● **MATERIAL SHOWN**
>>>

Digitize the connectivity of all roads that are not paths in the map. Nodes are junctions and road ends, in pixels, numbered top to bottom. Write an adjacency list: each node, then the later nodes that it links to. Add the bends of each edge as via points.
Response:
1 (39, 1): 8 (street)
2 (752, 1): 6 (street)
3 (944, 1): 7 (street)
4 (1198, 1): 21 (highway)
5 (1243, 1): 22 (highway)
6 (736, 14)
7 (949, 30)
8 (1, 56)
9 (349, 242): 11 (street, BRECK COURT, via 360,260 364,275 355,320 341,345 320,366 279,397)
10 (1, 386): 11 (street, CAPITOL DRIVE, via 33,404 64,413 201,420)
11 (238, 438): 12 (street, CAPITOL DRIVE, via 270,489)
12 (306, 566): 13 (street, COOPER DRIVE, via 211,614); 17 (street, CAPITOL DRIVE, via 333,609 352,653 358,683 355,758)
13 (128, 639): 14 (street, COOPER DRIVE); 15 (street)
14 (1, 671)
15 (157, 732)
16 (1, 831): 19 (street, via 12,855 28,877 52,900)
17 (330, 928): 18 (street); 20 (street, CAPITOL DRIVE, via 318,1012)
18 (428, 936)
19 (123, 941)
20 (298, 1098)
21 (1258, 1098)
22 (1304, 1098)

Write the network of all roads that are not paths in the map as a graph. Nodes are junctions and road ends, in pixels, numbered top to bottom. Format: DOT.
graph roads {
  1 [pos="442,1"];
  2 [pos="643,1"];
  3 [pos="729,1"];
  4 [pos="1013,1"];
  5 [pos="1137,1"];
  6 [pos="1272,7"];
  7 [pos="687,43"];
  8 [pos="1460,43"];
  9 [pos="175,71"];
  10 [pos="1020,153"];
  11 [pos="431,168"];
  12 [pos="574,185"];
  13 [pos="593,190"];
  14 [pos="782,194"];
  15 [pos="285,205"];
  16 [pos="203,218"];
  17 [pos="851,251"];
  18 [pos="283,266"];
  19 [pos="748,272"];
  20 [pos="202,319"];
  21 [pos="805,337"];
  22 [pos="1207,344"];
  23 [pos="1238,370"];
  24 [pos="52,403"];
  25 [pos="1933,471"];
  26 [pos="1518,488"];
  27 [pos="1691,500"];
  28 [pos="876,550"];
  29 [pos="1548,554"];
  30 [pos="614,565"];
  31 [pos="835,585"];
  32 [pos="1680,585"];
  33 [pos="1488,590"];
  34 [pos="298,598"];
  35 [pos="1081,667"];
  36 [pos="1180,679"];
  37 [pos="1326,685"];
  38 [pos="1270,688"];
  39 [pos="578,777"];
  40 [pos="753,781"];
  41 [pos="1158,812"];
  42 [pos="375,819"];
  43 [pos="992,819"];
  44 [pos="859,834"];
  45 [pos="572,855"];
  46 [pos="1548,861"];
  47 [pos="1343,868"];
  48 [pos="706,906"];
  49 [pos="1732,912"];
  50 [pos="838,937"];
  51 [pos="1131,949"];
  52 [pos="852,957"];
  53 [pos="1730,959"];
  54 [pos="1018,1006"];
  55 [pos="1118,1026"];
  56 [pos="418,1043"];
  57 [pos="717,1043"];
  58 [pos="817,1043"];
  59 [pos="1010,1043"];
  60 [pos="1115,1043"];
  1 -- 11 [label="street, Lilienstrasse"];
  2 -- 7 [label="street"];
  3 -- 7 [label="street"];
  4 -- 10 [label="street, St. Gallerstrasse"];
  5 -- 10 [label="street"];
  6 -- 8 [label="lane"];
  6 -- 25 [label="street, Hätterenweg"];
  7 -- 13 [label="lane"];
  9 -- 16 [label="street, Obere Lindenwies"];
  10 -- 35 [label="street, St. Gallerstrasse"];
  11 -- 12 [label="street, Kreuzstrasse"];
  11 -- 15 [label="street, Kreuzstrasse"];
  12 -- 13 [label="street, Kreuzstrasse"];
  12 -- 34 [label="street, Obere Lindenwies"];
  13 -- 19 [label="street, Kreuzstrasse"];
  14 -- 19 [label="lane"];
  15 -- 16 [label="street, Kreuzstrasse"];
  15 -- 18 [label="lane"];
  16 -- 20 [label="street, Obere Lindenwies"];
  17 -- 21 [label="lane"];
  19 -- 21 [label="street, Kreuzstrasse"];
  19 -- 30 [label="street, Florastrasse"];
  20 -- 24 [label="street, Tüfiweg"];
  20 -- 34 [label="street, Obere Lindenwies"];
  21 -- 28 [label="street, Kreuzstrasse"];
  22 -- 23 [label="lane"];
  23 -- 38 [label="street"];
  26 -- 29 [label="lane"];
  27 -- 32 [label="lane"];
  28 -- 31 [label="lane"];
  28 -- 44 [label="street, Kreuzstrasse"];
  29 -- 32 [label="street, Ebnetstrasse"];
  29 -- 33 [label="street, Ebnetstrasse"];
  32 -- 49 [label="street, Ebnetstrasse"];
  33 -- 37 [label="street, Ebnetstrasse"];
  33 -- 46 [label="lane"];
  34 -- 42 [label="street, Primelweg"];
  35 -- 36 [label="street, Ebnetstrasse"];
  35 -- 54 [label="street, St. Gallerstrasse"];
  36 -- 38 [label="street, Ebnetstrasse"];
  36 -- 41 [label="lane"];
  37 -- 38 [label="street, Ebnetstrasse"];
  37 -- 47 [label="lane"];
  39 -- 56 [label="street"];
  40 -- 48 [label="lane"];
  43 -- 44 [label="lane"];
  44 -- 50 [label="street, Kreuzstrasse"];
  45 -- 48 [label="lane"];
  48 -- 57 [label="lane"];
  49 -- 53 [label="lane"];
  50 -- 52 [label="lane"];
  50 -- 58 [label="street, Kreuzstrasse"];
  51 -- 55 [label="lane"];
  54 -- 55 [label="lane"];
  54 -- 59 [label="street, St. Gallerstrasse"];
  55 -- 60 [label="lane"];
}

<<<

● **WORK TASK**
Look through the entries above and list every line containing "DRIVE".

● **RESPONSE**
10 (1, 386): 11 (street, CAPITOL DRIVE, via 33,404 64,413 201,420)
11 (238, 438): 12 (street, CAPITOL DRIVE, via 270,489)
12 (306, 566): 13 (street, COOPER DRIVE, via 211,614); 17 (street, CAPITOL DRIVE, via 333,609 352,653 358,683 355,758)
13 (128, 639): 14 (street, COOPER DRIVE); 15 (street)
17 (330, 928): 18 (street); 20 (street, CAPITOL DRIVE, via 318,1012)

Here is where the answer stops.